TASK STATEMENT:
Scan the data below and report how many lines include the word "order". Nothing else is wanted.

(Data excerpts)

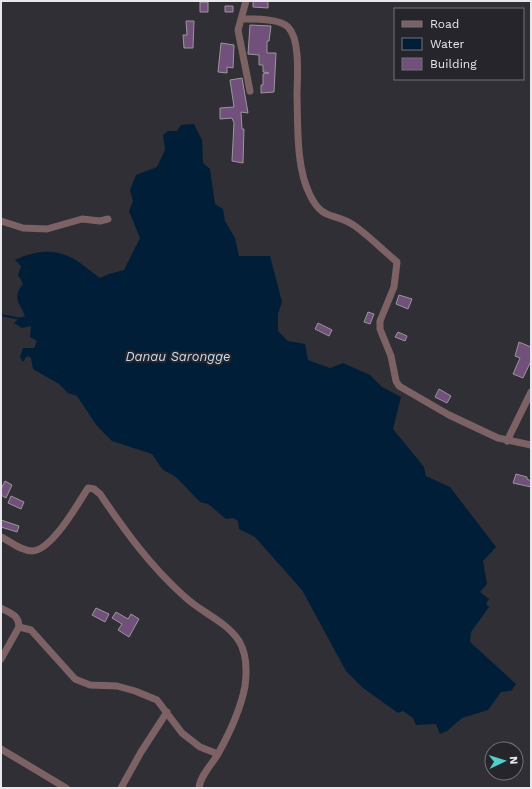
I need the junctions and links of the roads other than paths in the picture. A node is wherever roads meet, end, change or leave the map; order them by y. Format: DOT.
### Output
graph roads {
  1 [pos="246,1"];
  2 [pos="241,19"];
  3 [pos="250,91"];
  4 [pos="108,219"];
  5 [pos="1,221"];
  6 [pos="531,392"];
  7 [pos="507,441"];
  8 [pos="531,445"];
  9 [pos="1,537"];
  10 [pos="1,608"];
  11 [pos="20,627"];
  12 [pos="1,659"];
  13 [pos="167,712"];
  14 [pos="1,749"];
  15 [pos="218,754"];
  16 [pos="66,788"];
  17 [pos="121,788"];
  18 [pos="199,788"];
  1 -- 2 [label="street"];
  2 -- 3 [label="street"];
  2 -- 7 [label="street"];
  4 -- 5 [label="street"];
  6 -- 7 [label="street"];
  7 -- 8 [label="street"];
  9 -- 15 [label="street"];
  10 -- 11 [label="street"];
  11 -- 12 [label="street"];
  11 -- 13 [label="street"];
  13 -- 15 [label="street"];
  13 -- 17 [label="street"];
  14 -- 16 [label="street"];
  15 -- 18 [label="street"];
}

* * *

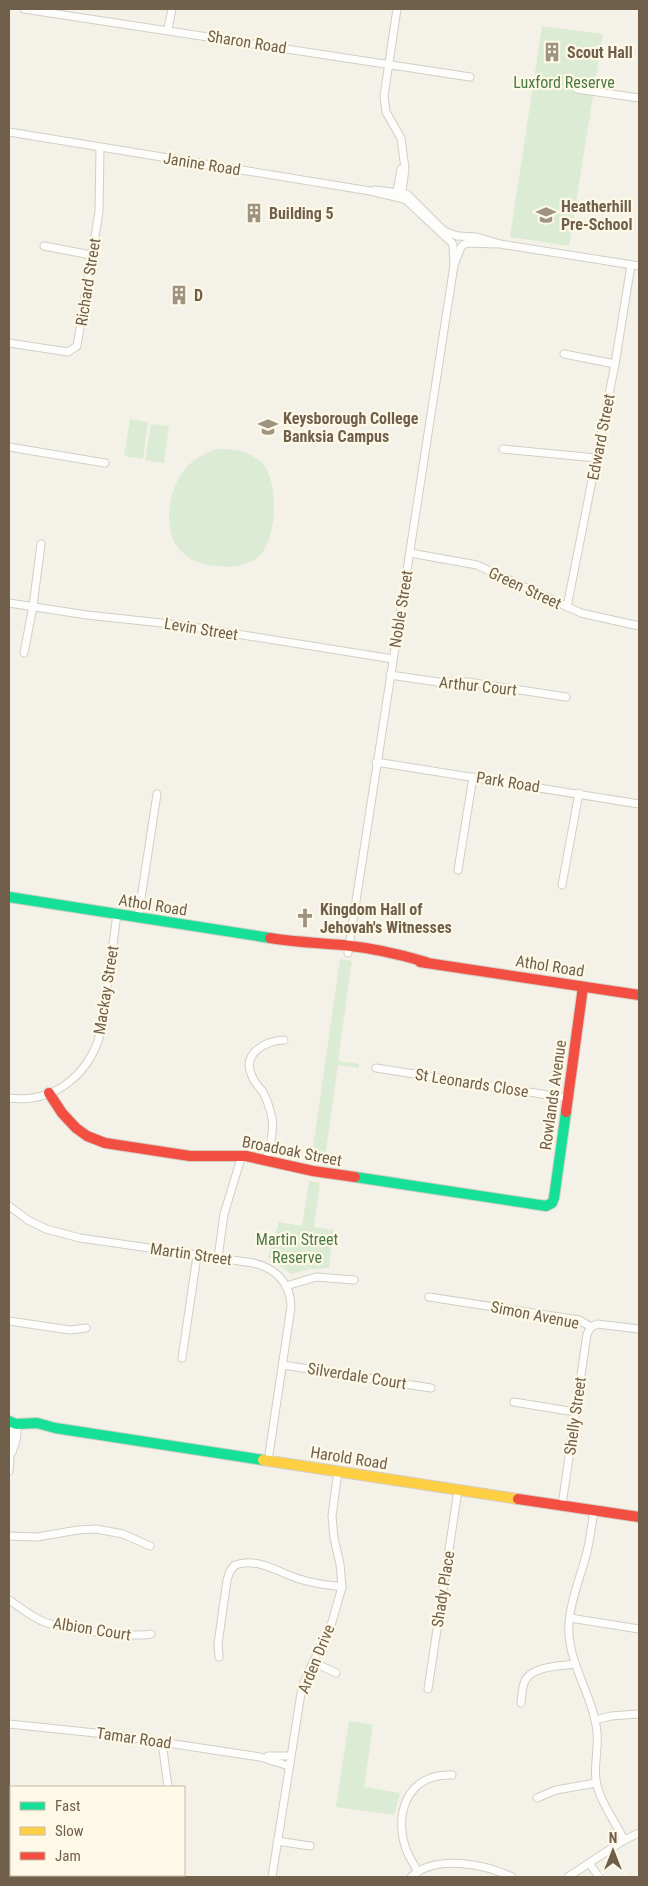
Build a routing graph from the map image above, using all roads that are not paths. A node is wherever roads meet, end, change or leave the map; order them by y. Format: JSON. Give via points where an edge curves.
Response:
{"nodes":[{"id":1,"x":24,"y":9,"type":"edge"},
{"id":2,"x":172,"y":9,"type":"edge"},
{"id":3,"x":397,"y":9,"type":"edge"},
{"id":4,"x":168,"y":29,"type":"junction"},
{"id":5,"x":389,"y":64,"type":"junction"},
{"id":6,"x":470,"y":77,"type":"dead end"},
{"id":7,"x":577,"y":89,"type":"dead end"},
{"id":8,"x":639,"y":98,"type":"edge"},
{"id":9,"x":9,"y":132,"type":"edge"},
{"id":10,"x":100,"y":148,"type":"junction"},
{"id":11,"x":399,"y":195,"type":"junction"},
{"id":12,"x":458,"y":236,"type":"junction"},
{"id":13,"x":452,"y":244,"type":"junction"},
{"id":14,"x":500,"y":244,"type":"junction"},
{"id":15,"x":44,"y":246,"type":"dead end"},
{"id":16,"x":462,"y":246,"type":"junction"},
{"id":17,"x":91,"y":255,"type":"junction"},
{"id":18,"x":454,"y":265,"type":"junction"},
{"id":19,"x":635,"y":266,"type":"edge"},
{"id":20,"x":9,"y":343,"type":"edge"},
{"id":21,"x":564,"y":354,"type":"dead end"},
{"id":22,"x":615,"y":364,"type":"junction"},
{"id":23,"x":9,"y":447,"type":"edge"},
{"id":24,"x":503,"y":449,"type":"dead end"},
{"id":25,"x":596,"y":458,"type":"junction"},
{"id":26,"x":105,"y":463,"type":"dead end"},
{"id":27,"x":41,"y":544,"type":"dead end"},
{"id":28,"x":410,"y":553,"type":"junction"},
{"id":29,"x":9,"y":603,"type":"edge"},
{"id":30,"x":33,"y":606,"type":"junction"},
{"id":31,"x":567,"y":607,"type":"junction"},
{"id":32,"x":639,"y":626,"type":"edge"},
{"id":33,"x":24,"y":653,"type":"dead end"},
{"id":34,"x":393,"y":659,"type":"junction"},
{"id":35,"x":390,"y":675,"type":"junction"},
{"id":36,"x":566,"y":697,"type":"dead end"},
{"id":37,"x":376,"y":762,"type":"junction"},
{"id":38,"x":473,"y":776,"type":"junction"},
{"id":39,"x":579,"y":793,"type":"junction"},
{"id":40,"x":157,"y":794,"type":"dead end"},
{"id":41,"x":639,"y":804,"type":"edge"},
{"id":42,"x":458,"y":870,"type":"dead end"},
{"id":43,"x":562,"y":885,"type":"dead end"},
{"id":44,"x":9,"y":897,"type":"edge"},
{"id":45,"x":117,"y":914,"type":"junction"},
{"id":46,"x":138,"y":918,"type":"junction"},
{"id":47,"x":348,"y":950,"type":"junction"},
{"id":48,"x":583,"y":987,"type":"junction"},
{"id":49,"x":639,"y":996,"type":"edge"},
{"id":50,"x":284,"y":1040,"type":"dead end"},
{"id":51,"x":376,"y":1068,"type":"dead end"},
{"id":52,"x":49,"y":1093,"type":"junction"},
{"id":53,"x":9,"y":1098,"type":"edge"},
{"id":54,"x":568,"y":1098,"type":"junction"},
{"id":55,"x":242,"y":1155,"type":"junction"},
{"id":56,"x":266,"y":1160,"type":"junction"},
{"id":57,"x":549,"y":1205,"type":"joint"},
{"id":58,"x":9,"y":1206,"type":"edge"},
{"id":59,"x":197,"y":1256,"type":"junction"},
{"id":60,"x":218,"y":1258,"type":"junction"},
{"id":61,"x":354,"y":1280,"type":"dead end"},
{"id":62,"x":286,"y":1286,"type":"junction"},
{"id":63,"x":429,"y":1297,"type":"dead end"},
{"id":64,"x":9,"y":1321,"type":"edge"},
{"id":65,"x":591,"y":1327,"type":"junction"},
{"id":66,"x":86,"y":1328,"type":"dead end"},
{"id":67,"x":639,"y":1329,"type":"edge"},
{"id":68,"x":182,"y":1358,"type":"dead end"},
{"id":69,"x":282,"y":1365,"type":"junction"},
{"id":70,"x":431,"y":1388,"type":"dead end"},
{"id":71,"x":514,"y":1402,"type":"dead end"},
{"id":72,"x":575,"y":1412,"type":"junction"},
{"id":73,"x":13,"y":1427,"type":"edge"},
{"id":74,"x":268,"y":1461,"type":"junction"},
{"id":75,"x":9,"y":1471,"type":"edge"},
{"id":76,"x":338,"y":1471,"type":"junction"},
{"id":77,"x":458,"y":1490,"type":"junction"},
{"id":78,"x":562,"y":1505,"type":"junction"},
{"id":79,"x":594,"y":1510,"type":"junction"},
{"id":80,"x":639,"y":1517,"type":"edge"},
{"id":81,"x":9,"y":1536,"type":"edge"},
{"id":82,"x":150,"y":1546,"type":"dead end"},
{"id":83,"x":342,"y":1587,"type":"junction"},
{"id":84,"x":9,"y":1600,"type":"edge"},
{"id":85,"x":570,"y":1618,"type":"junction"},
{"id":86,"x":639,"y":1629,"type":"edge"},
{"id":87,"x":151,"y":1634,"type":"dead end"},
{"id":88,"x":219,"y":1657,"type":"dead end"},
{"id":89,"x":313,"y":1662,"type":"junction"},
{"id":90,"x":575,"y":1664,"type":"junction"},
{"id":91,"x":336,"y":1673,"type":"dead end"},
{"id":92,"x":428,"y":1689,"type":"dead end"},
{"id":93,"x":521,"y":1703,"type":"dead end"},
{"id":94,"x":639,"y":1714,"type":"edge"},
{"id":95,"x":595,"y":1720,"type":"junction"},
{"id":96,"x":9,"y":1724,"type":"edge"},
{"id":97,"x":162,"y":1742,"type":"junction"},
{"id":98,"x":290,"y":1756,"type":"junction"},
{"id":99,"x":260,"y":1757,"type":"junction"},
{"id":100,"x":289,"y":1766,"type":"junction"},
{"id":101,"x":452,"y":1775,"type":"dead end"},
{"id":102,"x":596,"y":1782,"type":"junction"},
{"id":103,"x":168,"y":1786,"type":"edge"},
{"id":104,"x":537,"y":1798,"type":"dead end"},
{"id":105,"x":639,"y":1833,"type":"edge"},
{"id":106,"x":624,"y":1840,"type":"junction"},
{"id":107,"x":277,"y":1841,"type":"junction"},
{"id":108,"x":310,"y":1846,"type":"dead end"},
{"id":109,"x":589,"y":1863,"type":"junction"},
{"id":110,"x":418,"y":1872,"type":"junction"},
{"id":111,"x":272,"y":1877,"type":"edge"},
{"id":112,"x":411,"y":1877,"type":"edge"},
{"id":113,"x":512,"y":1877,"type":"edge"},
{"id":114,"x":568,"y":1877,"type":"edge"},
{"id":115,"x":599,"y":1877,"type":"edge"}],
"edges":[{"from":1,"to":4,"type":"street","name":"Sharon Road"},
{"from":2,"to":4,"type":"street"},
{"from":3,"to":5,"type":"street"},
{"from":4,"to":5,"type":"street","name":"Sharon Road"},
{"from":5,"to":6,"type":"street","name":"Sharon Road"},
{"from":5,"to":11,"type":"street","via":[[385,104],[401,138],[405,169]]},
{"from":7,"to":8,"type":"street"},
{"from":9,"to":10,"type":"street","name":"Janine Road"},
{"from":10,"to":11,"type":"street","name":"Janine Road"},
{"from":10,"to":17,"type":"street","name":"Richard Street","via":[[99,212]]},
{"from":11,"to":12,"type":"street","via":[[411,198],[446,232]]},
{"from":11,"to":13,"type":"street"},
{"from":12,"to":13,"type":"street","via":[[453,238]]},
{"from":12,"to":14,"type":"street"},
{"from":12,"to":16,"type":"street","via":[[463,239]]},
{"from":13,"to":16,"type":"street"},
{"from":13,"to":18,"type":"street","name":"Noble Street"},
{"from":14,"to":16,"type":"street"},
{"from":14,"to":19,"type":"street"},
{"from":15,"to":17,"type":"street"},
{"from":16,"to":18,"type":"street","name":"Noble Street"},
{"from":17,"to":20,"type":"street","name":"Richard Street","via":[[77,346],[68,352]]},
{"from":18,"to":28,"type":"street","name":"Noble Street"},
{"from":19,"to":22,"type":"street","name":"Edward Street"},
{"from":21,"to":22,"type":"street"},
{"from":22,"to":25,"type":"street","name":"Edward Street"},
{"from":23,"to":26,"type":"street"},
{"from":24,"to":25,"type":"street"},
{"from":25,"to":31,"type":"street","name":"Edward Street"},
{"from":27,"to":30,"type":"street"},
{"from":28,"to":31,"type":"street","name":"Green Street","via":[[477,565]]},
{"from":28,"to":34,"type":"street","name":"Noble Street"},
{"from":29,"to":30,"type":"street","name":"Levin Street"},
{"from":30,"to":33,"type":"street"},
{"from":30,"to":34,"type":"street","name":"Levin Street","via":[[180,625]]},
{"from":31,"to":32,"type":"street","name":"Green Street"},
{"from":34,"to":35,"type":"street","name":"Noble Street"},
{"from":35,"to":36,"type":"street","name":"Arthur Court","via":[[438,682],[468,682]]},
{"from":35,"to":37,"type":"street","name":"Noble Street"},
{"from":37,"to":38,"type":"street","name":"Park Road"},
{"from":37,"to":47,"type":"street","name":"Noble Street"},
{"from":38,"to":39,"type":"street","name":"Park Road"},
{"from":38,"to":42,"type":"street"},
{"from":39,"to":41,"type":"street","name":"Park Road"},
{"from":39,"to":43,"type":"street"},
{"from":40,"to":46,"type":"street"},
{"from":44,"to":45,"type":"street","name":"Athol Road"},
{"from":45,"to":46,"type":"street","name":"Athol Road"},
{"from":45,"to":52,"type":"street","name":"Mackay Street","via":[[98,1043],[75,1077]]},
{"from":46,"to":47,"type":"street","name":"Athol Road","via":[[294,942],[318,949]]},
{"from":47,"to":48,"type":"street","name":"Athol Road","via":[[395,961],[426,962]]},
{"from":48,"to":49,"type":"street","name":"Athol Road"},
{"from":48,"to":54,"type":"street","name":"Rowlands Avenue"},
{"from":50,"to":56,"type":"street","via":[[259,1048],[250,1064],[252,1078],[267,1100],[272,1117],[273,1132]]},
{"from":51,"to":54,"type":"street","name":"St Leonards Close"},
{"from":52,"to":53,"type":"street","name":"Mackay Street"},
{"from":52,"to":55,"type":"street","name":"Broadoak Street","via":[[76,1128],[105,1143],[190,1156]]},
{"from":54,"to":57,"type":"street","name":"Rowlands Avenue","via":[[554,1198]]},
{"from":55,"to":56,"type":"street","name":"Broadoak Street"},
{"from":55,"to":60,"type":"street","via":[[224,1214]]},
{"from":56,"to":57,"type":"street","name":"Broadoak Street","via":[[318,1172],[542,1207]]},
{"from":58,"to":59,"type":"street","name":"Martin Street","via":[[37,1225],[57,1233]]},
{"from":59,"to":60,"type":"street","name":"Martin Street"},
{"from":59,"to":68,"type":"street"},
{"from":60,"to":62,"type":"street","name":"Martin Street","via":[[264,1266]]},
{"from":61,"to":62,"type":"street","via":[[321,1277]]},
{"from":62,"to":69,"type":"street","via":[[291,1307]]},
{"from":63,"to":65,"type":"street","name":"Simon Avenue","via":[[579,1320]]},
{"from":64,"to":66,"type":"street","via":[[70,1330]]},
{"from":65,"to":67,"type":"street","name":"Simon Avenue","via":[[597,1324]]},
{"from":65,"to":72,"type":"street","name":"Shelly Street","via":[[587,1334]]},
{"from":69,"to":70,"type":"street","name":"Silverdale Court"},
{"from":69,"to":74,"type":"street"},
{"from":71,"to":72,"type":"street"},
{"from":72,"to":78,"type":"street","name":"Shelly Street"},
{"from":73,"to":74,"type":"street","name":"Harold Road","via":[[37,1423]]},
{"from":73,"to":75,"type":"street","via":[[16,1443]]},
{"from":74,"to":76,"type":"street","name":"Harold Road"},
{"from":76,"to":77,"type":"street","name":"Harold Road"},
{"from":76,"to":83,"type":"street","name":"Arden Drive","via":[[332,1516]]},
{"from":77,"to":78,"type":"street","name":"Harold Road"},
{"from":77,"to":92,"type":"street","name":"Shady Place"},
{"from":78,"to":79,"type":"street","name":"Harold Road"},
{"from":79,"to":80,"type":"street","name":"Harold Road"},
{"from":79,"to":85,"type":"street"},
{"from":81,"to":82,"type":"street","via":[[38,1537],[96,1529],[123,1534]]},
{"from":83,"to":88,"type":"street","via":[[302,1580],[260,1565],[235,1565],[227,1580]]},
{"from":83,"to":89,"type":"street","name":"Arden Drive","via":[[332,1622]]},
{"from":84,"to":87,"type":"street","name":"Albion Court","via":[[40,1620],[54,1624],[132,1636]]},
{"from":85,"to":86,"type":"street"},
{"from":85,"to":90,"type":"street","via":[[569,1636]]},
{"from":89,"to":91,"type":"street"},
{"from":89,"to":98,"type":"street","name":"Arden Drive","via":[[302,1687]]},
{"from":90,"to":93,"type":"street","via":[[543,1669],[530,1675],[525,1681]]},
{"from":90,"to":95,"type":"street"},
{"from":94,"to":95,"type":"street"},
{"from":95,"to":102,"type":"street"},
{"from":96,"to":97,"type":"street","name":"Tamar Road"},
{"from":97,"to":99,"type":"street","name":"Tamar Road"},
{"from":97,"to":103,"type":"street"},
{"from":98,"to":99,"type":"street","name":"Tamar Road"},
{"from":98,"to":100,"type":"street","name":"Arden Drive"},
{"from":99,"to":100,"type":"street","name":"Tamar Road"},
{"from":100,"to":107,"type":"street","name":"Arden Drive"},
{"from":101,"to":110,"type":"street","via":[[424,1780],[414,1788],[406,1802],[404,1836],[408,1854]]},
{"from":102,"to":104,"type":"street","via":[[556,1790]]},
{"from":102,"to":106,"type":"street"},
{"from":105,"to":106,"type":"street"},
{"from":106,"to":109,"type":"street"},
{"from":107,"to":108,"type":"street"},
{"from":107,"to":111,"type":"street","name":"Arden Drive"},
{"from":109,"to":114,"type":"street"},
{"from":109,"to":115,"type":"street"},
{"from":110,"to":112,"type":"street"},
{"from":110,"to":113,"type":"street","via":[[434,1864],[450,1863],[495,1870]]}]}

OUTPUT FOR THIS EXERCISE:
2